Note this is a region 2 NTSC DVD which can be played back on region 2 and region free DVD or compatible Blu-ray players.


Kadokawa presents most of the short films and the commercials in their original 1.33:1 aspect ratio without anamorphic enhancement in the NTSC format. Due to varying sources each has its positives and negatives.

"Kyo" is the best looking of all with a high definition transfer of the original film held at the National Film Center in Tokyo. The black and white segments look wonderful with deep blacks and grey tones, though there is one segment with overly blown out contrast as shown below, which is intentional. Colors are striking with the greens of the forest and the outdoor scenes with the mikoshi. There are some minor damage marks visible but overall depth and clarity are wonderful.

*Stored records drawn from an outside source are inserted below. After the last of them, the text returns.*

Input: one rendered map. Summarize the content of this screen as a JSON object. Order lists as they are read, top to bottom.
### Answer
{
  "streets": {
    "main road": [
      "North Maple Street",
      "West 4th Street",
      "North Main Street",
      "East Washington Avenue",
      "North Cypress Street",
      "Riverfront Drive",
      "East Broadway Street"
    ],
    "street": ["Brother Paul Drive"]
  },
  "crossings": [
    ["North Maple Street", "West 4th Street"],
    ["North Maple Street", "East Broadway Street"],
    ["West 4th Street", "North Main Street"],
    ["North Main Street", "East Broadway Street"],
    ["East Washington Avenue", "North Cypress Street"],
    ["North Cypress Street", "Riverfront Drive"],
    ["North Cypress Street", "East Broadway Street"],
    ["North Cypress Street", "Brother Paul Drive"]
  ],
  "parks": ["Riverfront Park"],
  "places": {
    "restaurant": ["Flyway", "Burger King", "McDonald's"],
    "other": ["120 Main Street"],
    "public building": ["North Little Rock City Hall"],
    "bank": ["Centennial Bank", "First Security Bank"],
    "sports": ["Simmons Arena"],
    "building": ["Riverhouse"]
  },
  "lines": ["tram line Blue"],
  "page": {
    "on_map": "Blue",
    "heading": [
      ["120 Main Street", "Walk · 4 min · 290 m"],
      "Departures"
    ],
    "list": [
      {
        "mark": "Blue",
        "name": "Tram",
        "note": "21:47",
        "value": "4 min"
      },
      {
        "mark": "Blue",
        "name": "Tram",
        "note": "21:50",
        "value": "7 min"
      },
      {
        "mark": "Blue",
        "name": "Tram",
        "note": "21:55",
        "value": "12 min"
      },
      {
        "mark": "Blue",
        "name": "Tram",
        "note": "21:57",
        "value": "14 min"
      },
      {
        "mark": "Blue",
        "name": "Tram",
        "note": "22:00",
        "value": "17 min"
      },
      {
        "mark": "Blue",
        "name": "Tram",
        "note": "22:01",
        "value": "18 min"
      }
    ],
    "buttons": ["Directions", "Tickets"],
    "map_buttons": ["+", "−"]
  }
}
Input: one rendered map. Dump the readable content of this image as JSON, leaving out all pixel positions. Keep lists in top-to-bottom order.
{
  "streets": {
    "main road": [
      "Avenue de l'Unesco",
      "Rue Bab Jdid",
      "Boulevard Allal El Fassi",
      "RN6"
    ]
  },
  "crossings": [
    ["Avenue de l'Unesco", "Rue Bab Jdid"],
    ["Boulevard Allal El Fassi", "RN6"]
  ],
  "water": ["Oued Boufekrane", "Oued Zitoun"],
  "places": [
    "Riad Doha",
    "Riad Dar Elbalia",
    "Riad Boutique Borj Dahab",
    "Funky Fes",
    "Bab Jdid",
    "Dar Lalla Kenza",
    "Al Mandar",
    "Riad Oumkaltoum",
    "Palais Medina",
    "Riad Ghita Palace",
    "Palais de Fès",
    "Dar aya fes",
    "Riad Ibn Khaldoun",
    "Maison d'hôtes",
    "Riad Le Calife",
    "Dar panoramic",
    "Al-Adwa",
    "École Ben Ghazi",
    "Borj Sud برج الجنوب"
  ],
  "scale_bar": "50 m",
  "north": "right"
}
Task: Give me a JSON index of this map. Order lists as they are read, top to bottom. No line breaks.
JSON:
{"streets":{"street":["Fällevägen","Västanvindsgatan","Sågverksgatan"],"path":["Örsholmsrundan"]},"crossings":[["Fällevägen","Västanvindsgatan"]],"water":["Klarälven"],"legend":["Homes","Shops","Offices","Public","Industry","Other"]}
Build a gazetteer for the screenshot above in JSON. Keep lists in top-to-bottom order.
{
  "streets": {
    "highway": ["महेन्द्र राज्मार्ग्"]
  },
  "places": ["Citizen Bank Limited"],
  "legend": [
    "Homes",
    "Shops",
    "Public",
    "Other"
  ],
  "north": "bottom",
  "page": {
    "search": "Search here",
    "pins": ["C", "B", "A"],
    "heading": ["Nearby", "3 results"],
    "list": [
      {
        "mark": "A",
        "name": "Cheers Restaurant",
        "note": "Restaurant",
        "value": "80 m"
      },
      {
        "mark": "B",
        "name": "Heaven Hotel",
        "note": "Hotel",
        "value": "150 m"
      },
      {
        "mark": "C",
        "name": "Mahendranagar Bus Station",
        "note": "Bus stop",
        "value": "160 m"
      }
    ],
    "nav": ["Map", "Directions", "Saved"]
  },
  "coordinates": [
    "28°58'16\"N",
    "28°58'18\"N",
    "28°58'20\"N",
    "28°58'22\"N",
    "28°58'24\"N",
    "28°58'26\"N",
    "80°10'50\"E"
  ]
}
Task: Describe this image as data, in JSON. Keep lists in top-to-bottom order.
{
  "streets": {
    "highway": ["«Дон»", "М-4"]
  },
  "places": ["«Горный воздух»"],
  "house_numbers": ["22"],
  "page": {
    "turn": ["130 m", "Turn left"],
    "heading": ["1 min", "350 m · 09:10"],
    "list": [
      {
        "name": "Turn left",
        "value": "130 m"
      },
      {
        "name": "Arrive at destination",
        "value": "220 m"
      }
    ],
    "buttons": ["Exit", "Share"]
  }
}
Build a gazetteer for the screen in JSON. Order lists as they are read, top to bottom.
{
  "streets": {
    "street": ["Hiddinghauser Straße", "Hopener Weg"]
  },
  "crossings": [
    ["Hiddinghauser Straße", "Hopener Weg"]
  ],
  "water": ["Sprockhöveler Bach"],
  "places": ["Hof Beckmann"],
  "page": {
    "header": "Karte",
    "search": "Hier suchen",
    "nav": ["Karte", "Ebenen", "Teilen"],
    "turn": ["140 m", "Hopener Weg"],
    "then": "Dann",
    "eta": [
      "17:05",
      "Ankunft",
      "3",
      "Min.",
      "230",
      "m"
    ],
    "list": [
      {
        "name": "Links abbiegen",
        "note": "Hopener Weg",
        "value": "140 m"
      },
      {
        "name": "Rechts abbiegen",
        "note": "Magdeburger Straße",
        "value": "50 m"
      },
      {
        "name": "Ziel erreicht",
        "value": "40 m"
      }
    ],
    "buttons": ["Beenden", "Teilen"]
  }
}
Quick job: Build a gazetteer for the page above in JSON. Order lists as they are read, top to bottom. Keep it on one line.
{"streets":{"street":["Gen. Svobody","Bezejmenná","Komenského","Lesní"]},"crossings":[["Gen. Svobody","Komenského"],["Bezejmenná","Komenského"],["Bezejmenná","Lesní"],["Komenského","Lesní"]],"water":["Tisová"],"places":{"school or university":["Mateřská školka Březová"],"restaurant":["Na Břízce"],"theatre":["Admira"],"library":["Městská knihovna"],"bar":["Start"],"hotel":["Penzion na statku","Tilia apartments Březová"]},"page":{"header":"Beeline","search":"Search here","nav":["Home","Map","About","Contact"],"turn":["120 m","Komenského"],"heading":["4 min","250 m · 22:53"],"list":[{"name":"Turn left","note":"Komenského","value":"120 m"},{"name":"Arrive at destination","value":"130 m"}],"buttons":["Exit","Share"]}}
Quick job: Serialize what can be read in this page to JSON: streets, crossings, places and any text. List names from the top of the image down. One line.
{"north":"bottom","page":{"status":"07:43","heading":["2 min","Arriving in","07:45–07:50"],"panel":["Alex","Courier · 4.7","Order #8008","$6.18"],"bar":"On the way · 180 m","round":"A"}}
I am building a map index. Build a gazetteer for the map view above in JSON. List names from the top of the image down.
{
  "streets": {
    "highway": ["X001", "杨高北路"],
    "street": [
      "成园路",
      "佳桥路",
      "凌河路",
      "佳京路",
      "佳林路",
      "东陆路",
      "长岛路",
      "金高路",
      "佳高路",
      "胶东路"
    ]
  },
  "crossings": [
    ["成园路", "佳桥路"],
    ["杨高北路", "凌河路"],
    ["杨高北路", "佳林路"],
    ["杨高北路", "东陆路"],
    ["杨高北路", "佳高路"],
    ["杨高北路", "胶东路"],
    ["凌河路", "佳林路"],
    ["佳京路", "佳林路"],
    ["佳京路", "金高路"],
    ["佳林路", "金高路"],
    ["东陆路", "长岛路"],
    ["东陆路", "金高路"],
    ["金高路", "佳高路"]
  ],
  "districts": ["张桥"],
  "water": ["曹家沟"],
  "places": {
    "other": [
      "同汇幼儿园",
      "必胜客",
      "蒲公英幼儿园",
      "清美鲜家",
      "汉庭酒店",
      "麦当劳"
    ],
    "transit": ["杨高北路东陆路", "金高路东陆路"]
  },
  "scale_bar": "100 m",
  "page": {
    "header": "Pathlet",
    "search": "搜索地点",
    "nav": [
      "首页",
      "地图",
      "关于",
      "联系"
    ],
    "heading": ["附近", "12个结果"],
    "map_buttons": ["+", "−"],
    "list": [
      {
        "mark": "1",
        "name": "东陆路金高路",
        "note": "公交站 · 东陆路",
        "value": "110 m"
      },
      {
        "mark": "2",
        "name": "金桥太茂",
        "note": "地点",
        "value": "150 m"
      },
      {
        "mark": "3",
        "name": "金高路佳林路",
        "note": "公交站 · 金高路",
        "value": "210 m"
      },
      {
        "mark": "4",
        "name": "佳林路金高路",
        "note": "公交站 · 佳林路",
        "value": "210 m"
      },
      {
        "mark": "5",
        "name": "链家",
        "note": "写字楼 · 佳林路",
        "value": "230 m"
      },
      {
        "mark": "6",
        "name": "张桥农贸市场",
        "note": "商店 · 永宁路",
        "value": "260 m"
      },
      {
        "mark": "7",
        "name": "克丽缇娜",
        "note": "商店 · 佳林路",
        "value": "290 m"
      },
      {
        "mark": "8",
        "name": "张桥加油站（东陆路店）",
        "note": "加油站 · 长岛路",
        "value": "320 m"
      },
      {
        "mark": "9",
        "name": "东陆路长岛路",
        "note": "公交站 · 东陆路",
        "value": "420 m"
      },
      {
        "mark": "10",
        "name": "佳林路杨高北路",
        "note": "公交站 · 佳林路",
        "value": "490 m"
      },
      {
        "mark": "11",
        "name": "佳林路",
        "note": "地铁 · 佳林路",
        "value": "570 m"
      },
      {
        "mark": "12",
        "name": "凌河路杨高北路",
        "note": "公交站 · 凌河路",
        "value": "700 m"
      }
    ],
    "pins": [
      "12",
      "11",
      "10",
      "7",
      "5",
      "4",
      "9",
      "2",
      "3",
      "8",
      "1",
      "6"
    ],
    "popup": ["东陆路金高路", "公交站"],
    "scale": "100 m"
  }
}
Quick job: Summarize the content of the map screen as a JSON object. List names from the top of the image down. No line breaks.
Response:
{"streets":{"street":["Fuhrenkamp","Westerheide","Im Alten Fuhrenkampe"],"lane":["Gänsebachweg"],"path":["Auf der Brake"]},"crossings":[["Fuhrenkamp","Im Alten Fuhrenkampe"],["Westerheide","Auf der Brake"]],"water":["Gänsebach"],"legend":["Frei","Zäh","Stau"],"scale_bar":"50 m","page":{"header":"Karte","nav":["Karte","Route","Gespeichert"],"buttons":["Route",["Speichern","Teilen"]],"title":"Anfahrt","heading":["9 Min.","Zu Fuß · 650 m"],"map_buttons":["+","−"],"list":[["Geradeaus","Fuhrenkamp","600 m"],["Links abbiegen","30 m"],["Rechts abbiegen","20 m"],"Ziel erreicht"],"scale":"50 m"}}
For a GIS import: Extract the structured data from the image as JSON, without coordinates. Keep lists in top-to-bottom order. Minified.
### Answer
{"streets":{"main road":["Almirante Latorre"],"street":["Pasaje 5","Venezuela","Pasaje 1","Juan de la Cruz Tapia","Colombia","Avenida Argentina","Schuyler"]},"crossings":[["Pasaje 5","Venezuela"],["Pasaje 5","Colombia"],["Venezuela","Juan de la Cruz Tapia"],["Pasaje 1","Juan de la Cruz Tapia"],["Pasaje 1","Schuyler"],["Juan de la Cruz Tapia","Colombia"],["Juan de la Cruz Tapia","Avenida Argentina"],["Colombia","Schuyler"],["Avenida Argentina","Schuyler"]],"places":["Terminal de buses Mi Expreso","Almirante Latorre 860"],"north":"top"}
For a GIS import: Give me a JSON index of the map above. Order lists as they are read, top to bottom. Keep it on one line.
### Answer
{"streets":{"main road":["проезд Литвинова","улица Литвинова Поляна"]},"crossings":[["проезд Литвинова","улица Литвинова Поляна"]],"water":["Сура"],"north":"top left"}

""Shinsetsu Kachi Kachi Yama" is the oldest and most damaged looking with scratches prevalent throughout, lost detail, and some blurriness in certain shots. While it has been cleaned and looks better than expected it does have irreparable damage to most of the frames. The aspect ratio is a little thinner at around 1.25:1 with thin black bars on the left and right sides.

"Musume Djji" looks fairly clean as the film was banned and therefore not subjected to multiple screenings, leaving the film in good condition. Details is fine with a good grey balance, though there are the usual scratches and specs found in various portions of the frames.

The short films come from 24fps progressive transfers while the commercials are from NTSC sources. The interlacing can seems prevalent on some of the screenshots but on upscaled televisions they are hardly noticeable. Some seem to come from the original film while others such as more recent are from tape masters. The older commercials coming from film actually look better and sharper for most parts while the later post 1980s commercials have their issues being shot on film and later edited on video. Some of the ads look a bit washed out such as the Bridgestone ad but others such as the Nichirei ads and Toyota ads look very good with bold colors. Overall they are fair transfers from the best available sources with no videotape errors or major damage to be noted.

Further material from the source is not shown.